• **SOURCE DATA**:
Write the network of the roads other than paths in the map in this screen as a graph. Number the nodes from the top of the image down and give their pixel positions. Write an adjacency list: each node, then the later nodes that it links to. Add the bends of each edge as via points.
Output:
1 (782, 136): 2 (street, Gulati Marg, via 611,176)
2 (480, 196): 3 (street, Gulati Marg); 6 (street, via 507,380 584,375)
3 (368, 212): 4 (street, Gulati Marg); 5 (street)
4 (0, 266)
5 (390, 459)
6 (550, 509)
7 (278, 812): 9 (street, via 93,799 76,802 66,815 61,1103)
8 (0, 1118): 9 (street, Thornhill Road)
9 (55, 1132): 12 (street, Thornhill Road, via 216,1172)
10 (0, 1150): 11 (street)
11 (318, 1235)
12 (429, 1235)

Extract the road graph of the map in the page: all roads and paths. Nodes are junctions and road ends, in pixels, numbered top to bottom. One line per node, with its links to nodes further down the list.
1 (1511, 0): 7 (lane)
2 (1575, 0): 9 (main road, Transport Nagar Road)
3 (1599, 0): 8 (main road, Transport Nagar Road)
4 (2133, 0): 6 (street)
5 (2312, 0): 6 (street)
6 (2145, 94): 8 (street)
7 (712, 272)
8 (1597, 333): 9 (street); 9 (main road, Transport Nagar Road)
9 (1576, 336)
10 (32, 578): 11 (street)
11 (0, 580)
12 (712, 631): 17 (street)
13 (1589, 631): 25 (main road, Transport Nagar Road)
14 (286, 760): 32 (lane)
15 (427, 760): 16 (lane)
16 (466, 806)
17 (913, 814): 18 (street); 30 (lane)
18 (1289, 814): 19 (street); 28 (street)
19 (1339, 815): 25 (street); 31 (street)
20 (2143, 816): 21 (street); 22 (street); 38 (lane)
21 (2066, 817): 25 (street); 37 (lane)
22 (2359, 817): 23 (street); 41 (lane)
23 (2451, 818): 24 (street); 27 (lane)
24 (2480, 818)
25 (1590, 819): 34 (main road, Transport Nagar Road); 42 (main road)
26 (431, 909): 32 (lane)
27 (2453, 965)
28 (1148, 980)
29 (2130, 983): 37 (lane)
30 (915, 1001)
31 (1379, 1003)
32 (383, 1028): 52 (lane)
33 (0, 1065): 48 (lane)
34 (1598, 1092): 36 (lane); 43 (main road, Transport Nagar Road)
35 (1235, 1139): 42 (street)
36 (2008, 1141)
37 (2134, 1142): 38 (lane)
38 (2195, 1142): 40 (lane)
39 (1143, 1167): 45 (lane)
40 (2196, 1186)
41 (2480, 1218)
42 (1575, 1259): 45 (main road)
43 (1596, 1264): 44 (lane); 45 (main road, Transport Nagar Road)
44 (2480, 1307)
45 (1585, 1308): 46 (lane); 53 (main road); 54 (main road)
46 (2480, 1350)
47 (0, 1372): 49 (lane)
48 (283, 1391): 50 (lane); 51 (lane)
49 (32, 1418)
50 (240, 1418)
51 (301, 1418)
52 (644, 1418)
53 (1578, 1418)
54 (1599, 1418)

• **DIRECTIONS**:
Please transcribe the listing in full. Keep each line exact.

• **ANSWER BOX**:
Write the network of the roads other than paths in the map in this screen as a graph. Number the nodes from the top of the image down and give their pixel positions. Write an adjacency list: each node, then the later nodes that it links to. Add the bends of each edge as via points.
Output:
1 (782, 136): 2 (street, Gulati Marg, via 611,176)
2 (480, 196): 3 (street, Gulati Marg); 6 (street, via 507,380 584,375)
3 (368, 212): 4 (street, Gulati Marg); 5 (street)
4 (0, 266)
5 (390, 459)
6 (550, 509)
7 (278, 812): 9 (street, via 93,799 76,802 66,815 61,1103)
8 (0, 1118): 9 (street, Thornhill Road)
9 (55, 1132): 12 (street, Thornhill Road, via 216,1172)
10 (0, 1150): 11 (street)
11 (318, 1235)
12 (429, 1235)

Extract the road graph of the map in the page: all roads and paths. Nodes are junctions and road ends, in pixels, numbered top to bottom. One line per node, with its links to nodes further down the list.
1 (1511, 0): 7 (lane)
2 (1575, 0): 9 (main road, Transport Nagar Road)
3 (1599, 0): 8 (main road, Transport Nagar Road)
4 (2133, 0): 6 (street)
5 (2312, 0): 6 (street)
6 (2145, 94): 8 (street)
7 (712, 272)
8 (1597, 333): 9 (street); 9 (main road, Transport Nagar Road)
9 (1576, 336)
10 (32, 578): 11 (street)
11 (0, 580)
12 (712, 631): 17 (street)
13 (1589, 631): 25 (main road, Transport Nagar Road)
14 (286, 760): 32 (lane)
15 (427, 760): 16 (lane)
16 (466, 806)
17 (913, 814): 18 (street); 30 (lane)
18 (1289, 814): 19 (street); 28 (street)
19 (1339, 815): 25 (street); 31 (street)
20 (2143, 816): 21 (street); 22 (street); 38 (lane)
21 (2066, 817): 25 (street); 37 (lane)
22 (2359, 817): 23 (street); 41 (lane)
23 (2451, 818): 24 (street); 27 (lane)
24 (2480, 818)
25 (1590, 819): 34 (main road, Transport Nagar Road); 42 (main road)
26 (431, 909): 32 (lane)
27 (2453, 965)
28 (1148, 980)
29 (2130, 983): 37 (lane)
30 (915, 1001)
31 (1379, 1003)
32 (383, 1028): 52 (lane)
33 (0, 1065): 48 (lane)
34 (1598, 1092): 36 (lane); 43 (main road, Transport Nagar Road)
35 (1235, 1139): 42 (street)
36 (2008, 1141)
37 (2134, 1142): 38 (lane)
38 (2195, 1142): 40 (lane)
39 (1143, 1167): 45 (lane)
40 (2196, 1186)
41 (2480, 1218)
42 (1575, 1259): 45 (main road)
43 (1596, 1264): 44 (lane); 45 (main road, Transport Nagar Road)
44 (2480, 1307)
45 (1585, 1308): 46 (lane); 53 (main road); 54 (main road)
46 (2480, 1350)
47 (0, 1372): 49 (lane)
48 (283, 1391): 50 (lane); 51 (lane)
49 (32, 1418)
50 (240, 1418)
51 (301, 1418)
52 (644, 1418)
53 (1578, 1418)
54 (1599, 1418)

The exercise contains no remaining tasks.